Por José Leonardo Ribeiro Nascimento
São as pequenas gratas surpresas que fazem de uma livraria qualquer um dos melhores lugares do mundo: estou em João Pessoa, hospedado em uma simples, mas honesta pousada. Saí à procura de pão e havaianas (esqueci as minhas em Aracaju) e descobri uma livraria a cinquenta metros do hotel. Algo me disse, quando decidi visitá-la (ou seja, um milésimo de segundo após eu avistá-la), que aquela livraria era especial. Entro e, naturalmente, vou direto à seção de ficção.
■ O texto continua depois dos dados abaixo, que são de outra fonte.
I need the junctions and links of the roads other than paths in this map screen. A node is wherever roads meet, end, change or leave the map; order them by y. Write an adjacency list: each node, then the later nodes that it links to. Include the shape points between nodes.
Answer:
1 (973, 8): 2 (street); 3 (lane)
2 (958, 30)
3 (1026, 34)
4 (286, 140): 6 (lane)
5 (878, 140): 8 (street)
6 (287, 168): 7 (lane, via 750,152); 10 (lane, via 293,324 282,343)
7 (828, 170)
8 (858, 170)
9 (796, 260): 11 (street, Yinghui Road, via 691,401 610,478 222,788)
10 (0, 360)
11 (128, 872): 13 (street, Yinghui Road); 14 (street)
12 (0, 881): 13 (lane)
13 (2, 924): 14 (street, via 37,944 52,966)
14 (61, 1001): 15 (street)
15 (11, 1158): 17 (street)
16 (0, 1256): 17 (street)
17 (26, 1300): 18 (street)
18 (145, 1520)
Deparo-me, de cara, não com um George Bernanos, mas com três, quase ao lado de Lavoura Arcaica! Encontro ainda alguns clássicos em suas alternativas não óbvias: Joyce e seu Retrato de um artista quando jovem, Lúcio Cardoso e Dias Perdidos, Kafka e O Castelo, Melville e Bartleby, o escrivão. Ainda vejo Thomas Pynchon e Doutor Pasavento! O Fausto na edição espetacular da Editora 34! Alguns novos escritores brasileiros muito bons, e o bom e velho João Antônio.
Saí dali feliz, apesar de não ter comprado nada. Fiquei com vontade de levar Mentira Romântica e Verdade Romanesca, de René Girard, mas terei tempo para pensar sobre isso.
Livrarias sempre nos acolhem bem, é só sabermos quem procurar.